Thinking through these issues has caused me to reflect on the extent to which many working physicists are liable to resist thinking about what is “real.” They care about what works, and what can be measured, but will actively avoid questions about what really exists. (This attitude has been expressed to me by multiple physicists in more or less just these words.)

This is a shame, and is a reflection of the unfortunate divergence between science and philosophy. Physicists have, no doubt, been extraordinarily successful at constructing models of the world that work and make accurate predictions, even without caring too much about the underlying reality. But I would suggest two shortcomings of this perspective.

First, reality is intrinsically interesting. I would wager that most physicists first became interested in science because they wanted to better understand the real world, not because they simply wanted to make successful predictions. The latter attitude is inculcated during their training as scientists. There may be an instrumental reason for this, focusing attention on practical/solvable problems, but something of the initial motivation is lost.

Second, reality is potentially useful. That is, even if one just wants to be a hard-headed model-building scientist, there are angles and insights that might only come from thinking hard about what is real. The fact that physicists don’t agree on the fundamental ontology of quantum mechanics, nearly a century after the formulation of the theory, is a case in point. We don’t know for sure, but this lack of agreement could be holding us back in the search for a theory of quantum spacetime and ultimate unification. It wouldn’t be completely surprising if the nature of reality played an important role in the invention of such theories.

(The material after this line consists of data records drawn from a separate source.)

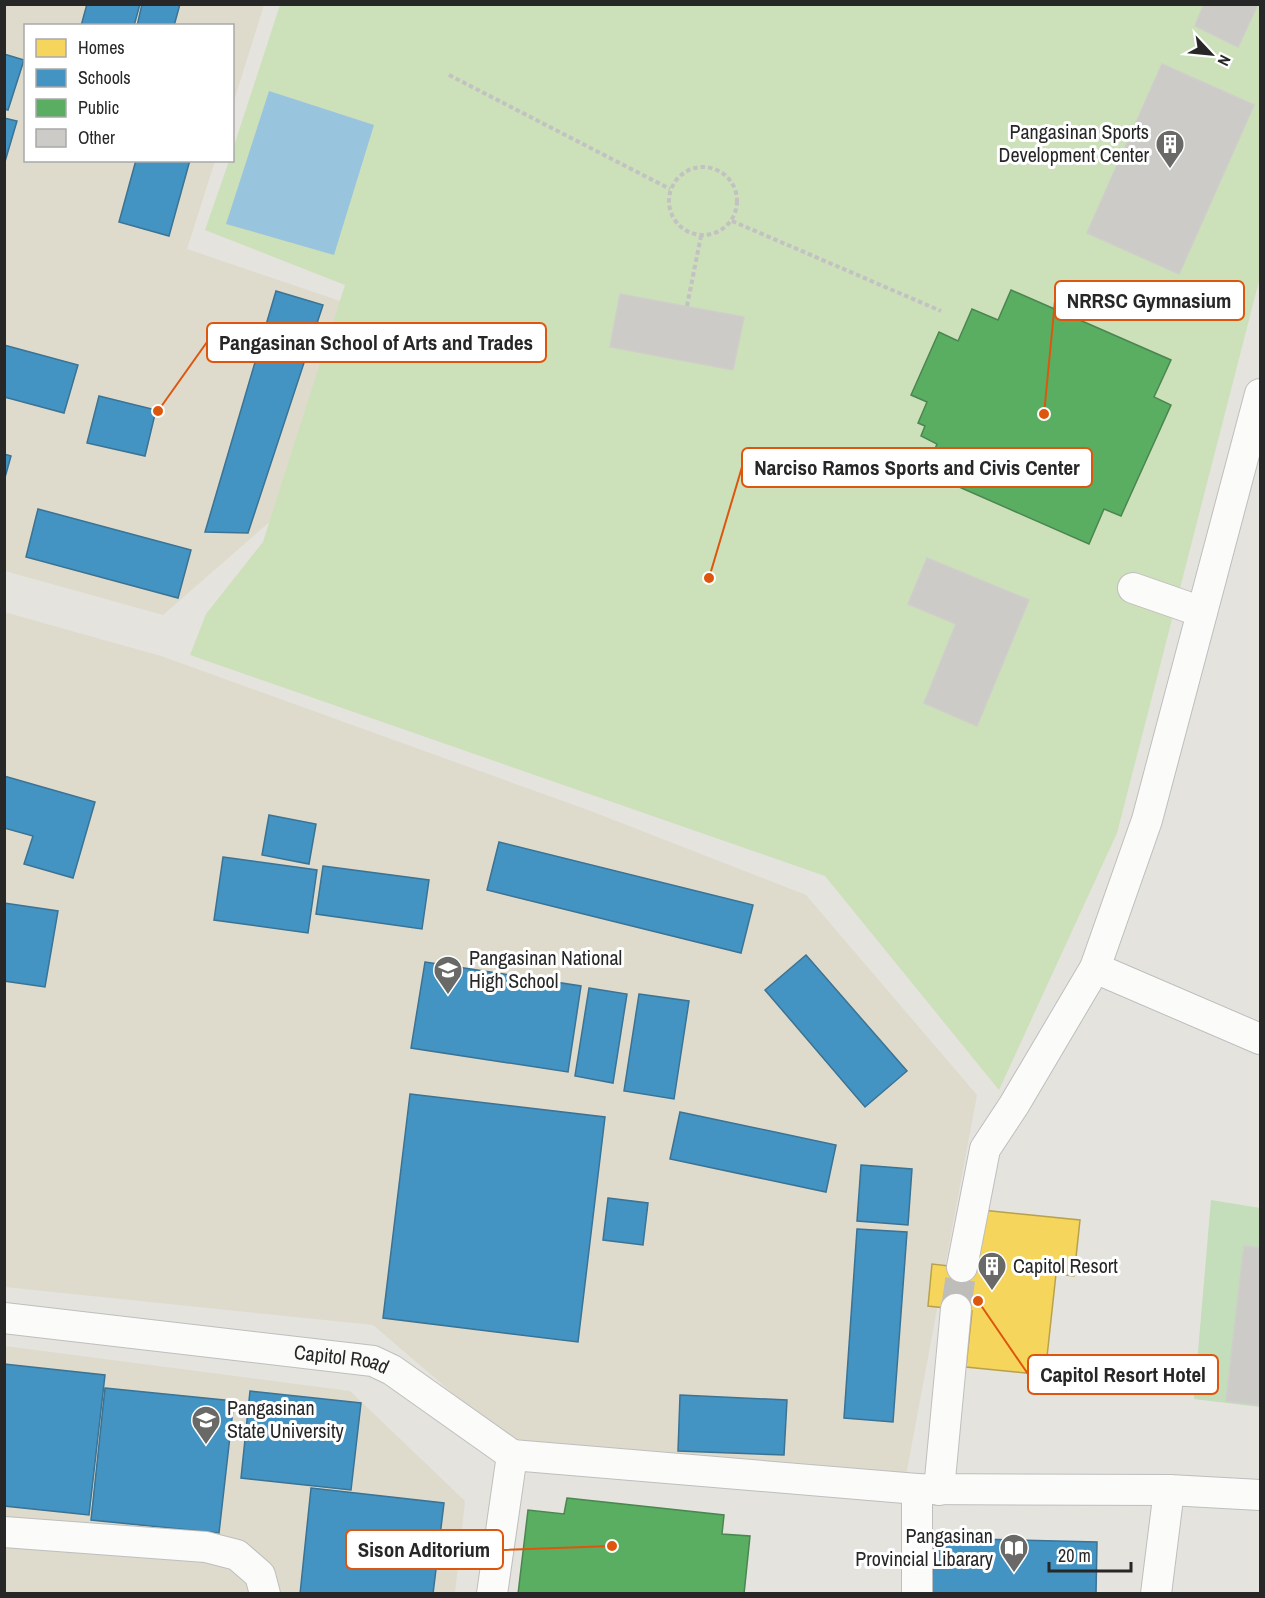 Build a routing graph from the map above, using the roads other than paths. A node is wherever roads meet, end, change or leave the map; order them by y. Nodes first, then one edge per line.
1 (1260, 394) edge
2 (1133, 588) dead end
3 (1202, 612) junction
4 (1095, 968) junction
5 (1260, 1039) edge
6 (962, 1267) tunnel mouth
7 (956, 1309) tunnel mouth
8 (4, 1318) edge
9 (512, 1455) junction
10 (928, 1489) junction
11 (1169, 1490) junction
12 (1260, 1496) edge
13 (4, 1532) edge
14 (265, 1593) edge
15 (492, 1593) edge
16 (917, 1593) edge
17 (1156, 1593) edge

1 - 3 street
2 - 3 street
3 - 4 street
4 - 5 street
4 - 6 street
7 - 10 street
8 - 9 street, Capitol Road
9 - 10 street
9 - 15 street
10 - 11 street
10 - 16 street
11 - 12 street
11 - 17 street
13 - 14 street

The project of Morality & Mathematics is therefore a crucially important one, for reasons in addition to the obvious importance of understanding the status of moral claims. We need to be able to separate what is real from what is not, and what precisely that means. Although I am an anti-realist about both morality and mathematics, I do appreciate the force of some of the arguments for realism. I look forward to changing my mind if a sufficiently convincing argument comes along. – Sean Carroll, Reality Realism, page 12

This was interesting.

6.2. Philosophical Mathematics

Nowadays, we have branches of mathematics that didn’t exist in the past that can be used to answer philosophical questions. This is a list of philosophical topics that can be better understood by using some branch of applied mathematics:

  • Free Will and Determinism: Chaos Theory
  • Time: Temporal Interval Logic
  • Epistemology/Structure of Knowledge: Classical Logic
  • Evidence/Certainty: Evidential Logic
  • Ethics: Deontic Logic
  • Rational Egoism: Game Theory
  • Moral Relativism: Game Theory
  • Philosophy of Information: Graph Theory
  • Language: Formal Language Theory
  • Language Semantics: Logic & Set Theory
  • Philosophy of Music: Set Theory, Abstract Algebra, Numbers, Series, Category Theory, Topology
  • Physics: Calculus, Partial Differential Equations, Linear Algebra, Etc
  • Aesthetics: Mathematical Beauty
  • Axiological Rankings of Value: Binary Relations
  • Calculation of Prices, Economic Values, IQ Scores, etc: For some components of land value, Calculus can calculate land value approximately as a gradient of value that stretches from urban centers and the suburbs out to the rural areas.

And of course, there are also all the situations where mathematics can be used to model real-world phenomenon and thus increase our understanding of them.

Footnotes:

1

Input is usually provided by biological sensors when unspecified, but it could also be a model or representation, or an imagined set of premises.